We are actively looking hard at the Trusty and Minder roadmaps in light of this issue. We can see ways in which the tools will, over time, help both communities and organizations navigate this type of situation. It will take time for new tools to emerge and be adopted at sufficient scale to move the needle here. The most important transition will be moving from making ‘good/bad’ decisions about software on the basis of the presence or absence of a CVE, to making consumption decisions based on aggregate health and community support, and to draw the community’s attention to projects that are critical and need more love.

The Ugly

The really tough truth is that open source maintainers are doing critical work, in many cases for the love of technology and without a lot of recognition or reward.

One of the worst possible outcomes of a situation like this, is potentially layering even more pressure on under-served and under-appreciated maintainers who are already struggling.

Without really speaking to the involved individuals it is hard to know what exactly transpired here, but it seems plausible that the drag and thanklessness of OSS maintainer roles created an opening for a hostile actor to gain a toehold in a critical environment.

Given the seriousness of the threat and the risk this represents to national interests, we face the very real prospect of something that looks and feels a little like ‘McCarthyism’. The outcome cannot be putting even more pressure on under-appreciated people. We need to provide better support to maintainers across the board, and enterprise organizations need to step forward and give back to OSS communities that support them.

Looking forward: How to prevent attacks like this from affecting your organization

Here are a few concrete things you might think about as you navigate the fallout of this incident for your organization:

Find safety in numbers

This specific attack targeted a critical piece of technology that has been under-maintained. We need to bring more resources to critical projects that are under-maintained and train our engineers to make good moment-to-moment choices around the intrinsic sustainability of a package. Packages that have healthy communities around them will, on aggregate, be safer than packages that have dwindling community engagement and support. Let’s help engineers understand how to assess the health of a community, and gravitate towards projects that have stronger health metrics.

Move beyond a "binary world" of good and bad

Where the presence or absence of a CVE is the only indicator of the health of a piece of software we are consuming. It is critical that we start to transition to assessing a piece of software based on the provenance and attestations associated with it. We need to understand and invest in metrics around community health and sustainability.

Find better ways to support software maintainers

Look at the work that folks like Tidelift are doing to support communities by directing contributions directly to maintainers. Please ask your vendors how intrinsically sustainable and community aligned their approach is to OSS engagement. Are you buying services from an organization that is ‘strip mining’ OSS communities or are you buying services from an organization that is giving back by paying contributors for the work they are doing? Ask questions like ‘how many OSS only maintainers do you hire’ when assessing who to buy technology from.
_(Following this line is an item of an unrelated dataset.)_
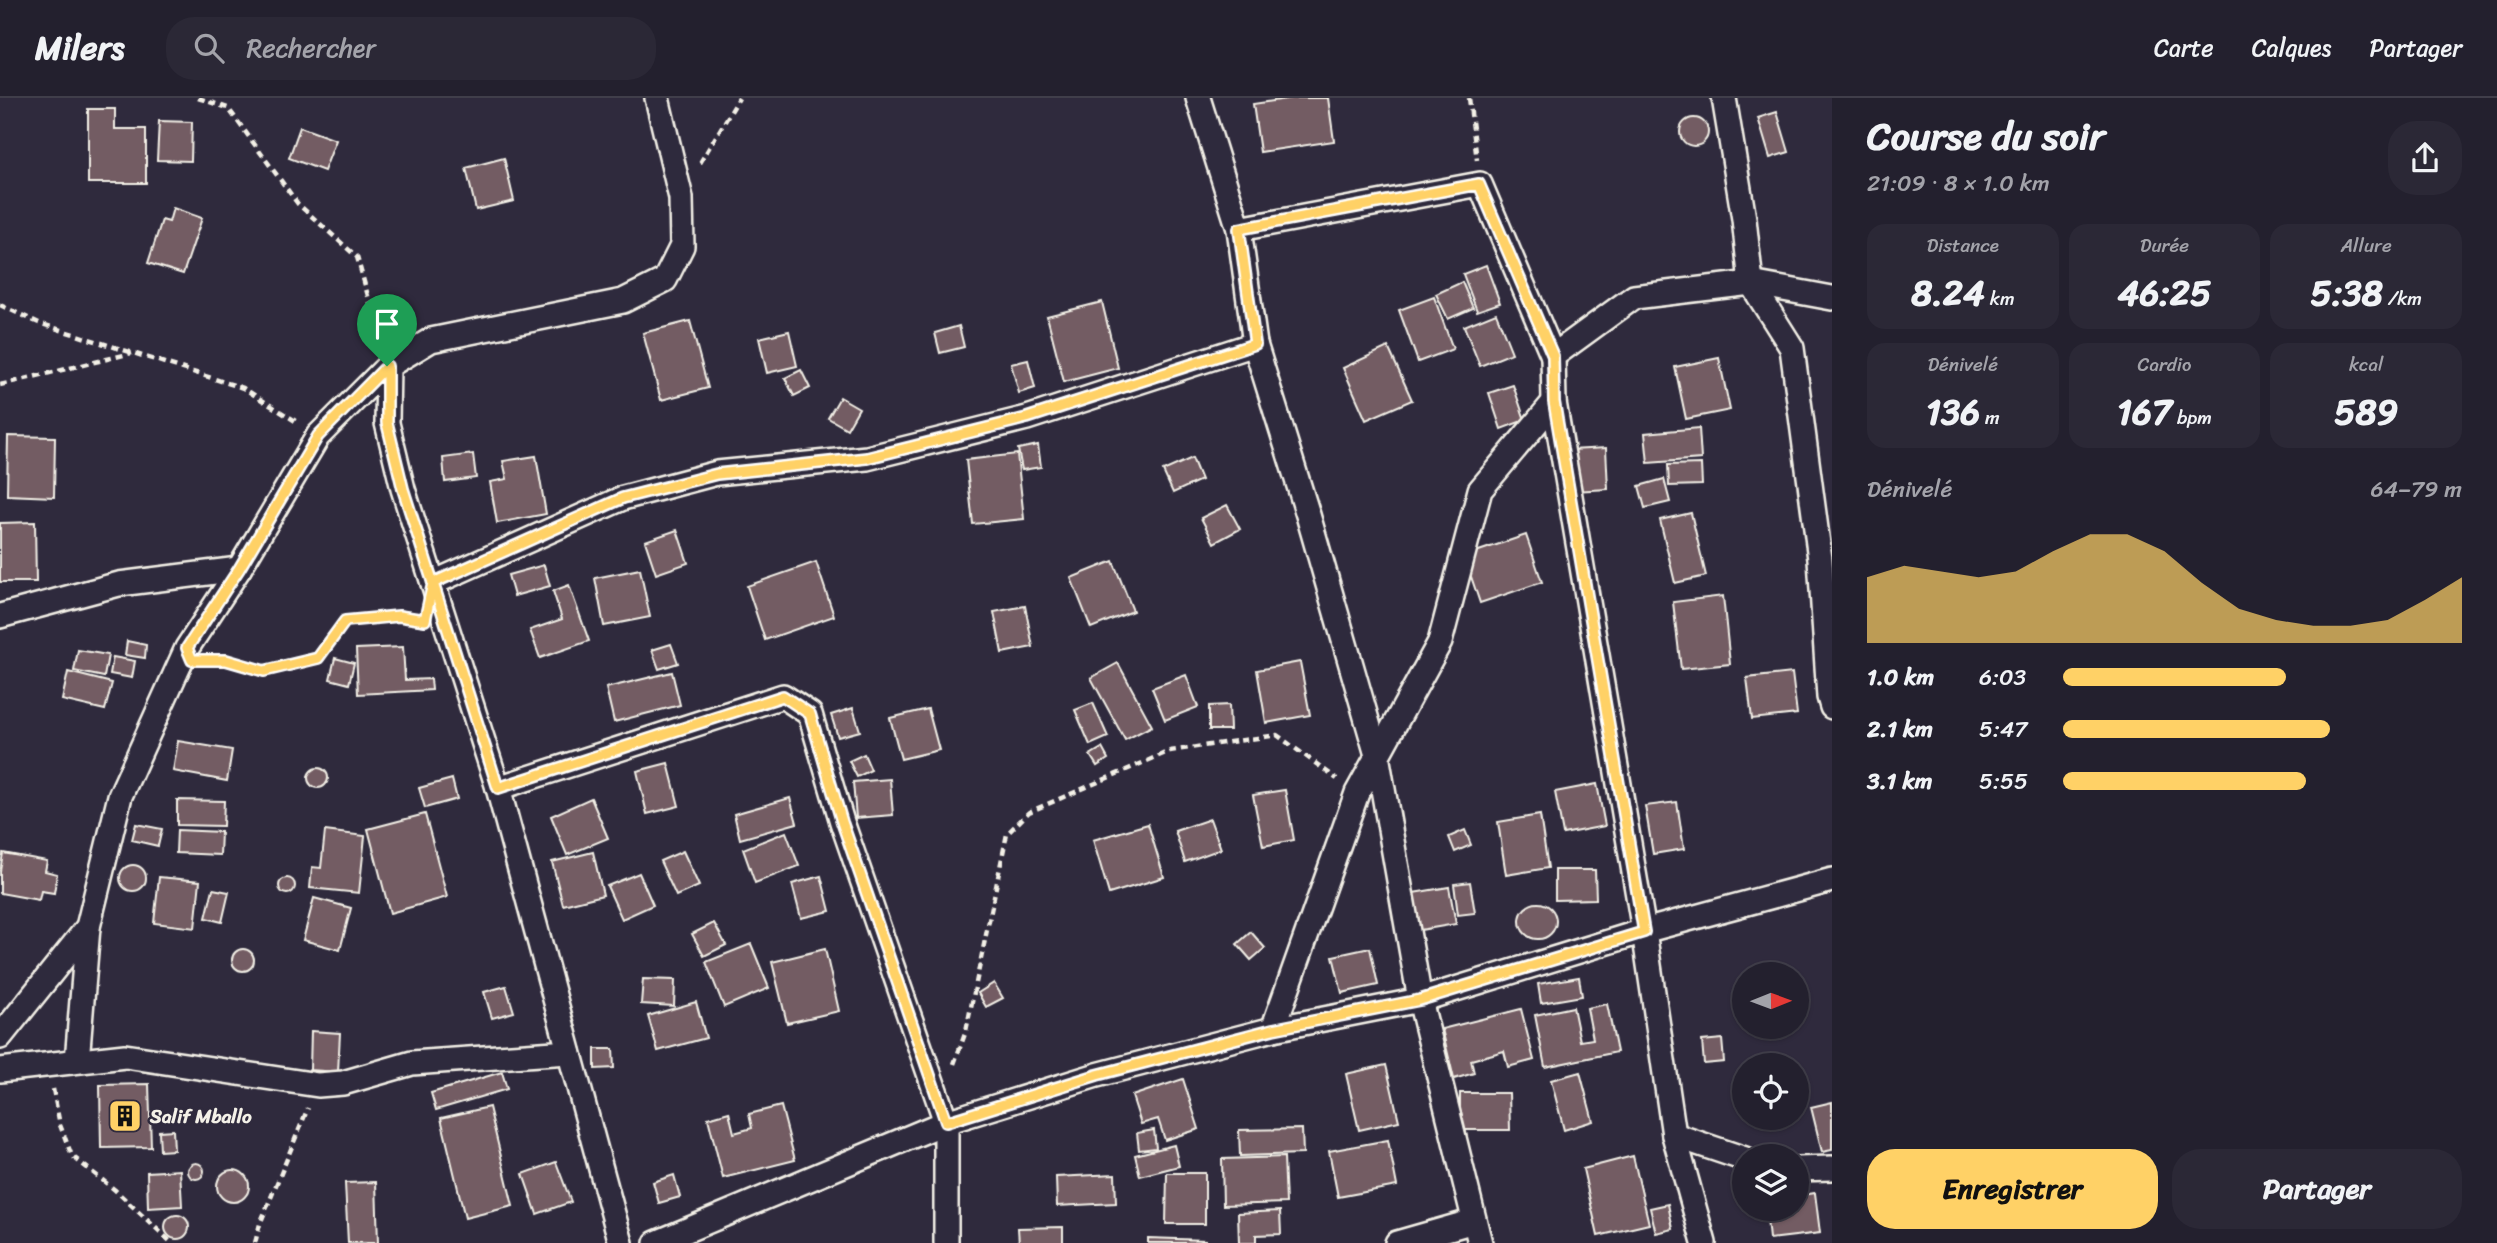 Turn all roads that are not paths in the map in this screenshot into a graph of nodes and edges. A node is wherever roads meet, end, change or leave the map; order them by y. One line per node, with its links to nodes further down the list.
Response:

Proactively prepare for sophisticated threats

We now live In a world of ‘professional spies compromising software’. We must all stand vigilant and support the community in discovering and addressing their actions. At Stacklok, for example, we have implemented and are enriching a service (Trusty) that registers a watch on public repositories, and then generates trust heuristics every time a new project is published. If we see something suspicious, we flag it to our analysts and initiate a takedown.

As we and others offer up increasingly rich heuristics around the reputation of packages, it would be good to encourage the development of community-based tools to support discovery and isolation of malicious content.